**PROMPT**
Your reply must be one number: the count of lines in the data below that contain "street".

**Stored records**
::::::
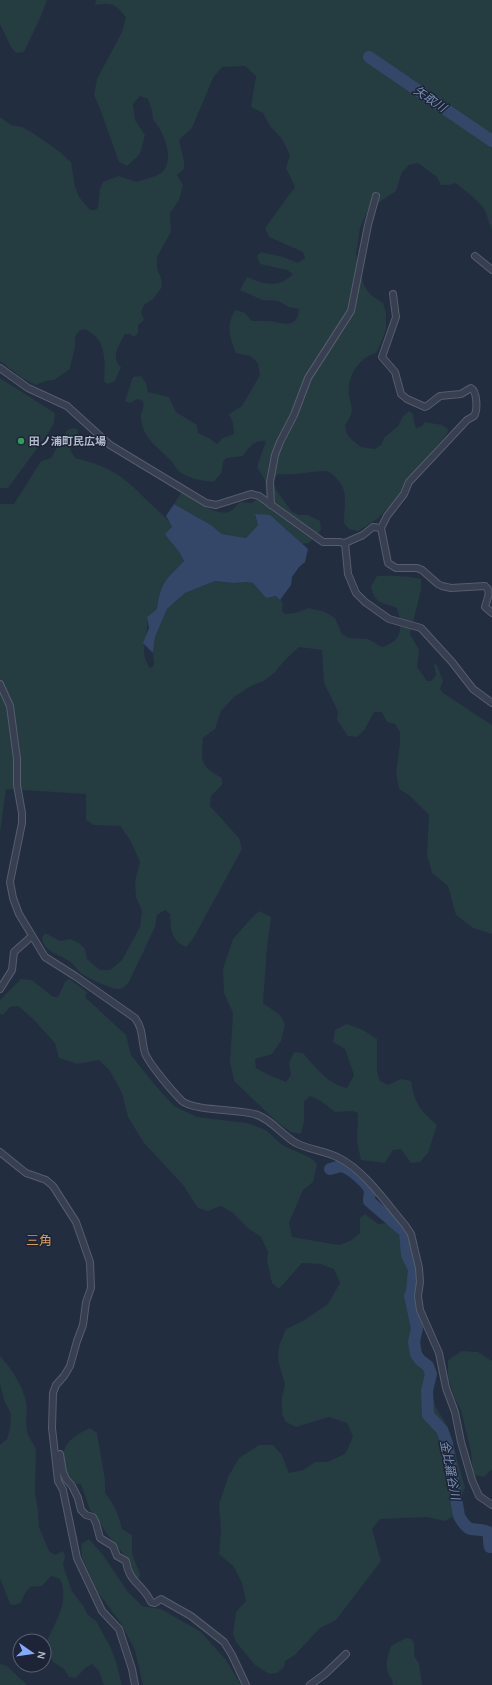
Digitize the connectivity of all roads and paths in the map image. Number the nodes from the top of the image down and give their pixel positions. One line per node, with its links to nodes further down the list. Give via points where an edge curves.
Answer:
1 (376, 196): 6 (street, via 351,311 308,378 294,415 280,442 270,482)
2 (475, 256): 3 (street)
3 (492, 270)
4 (393, 294): 7 (street, via 396,318 382,357 395,372 401,394 424,407 440,396 461,394 471,388 476,393 476,410 474,416 467,420 410,482)
5 (0, 368): 6 (street, via 28,388 67,406 110,445 206,503 216,505 251,494 259,496)
6 (271, 505): 8 (street, via 323,542)
7 (381, 528): 8 (street, via 373,527); 9 (street, via 386,559 391,566 418,568 438,584 451,588 485,586 491,591 485,607)
8 (345, 544): 11 (street, via 348,574 356,593 389,619 421,628 472,689)
9 (492, 613)
10 (0, 684): 12 (street, via 10,706 22,813 10,882 19,914)
11 (492, 703)
12 (32, 936): 13 (street, via 14,952 12,970); 16 (street, via 45,957 135,1018 149,1061 184,1102 254,1114 297,1144 339,1158 357,1170 406,1225 411,1234 419,1268 420,1310 439,1353 446,1388 455,1412 472,1480 480,1496)
13 (0, 989)
14 (0, 1152): 15 (street, via 26,1173 46,1180 53,1186 76,1222 90,1262 91,1288 83,1325 70,1366 53,1393)
15 (53, 1435): 18 (street, via 58,1481 77,1558 102,1611 119,1630); 19 (street, via 57,1439 62,1472 78,1498 81,1510 96,1522 100,1538 113,1546 118,1556 126,1561 127,1572 146,1592 151,1602 161,1599 191,1616 224,1642)
16 (492, 1505)
17 (346, 1654): 20 (street)
18 (135, 1685)
19 (246, 1685)
20 (310, 1685)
::::::
**SOLVED EXERCISE**
12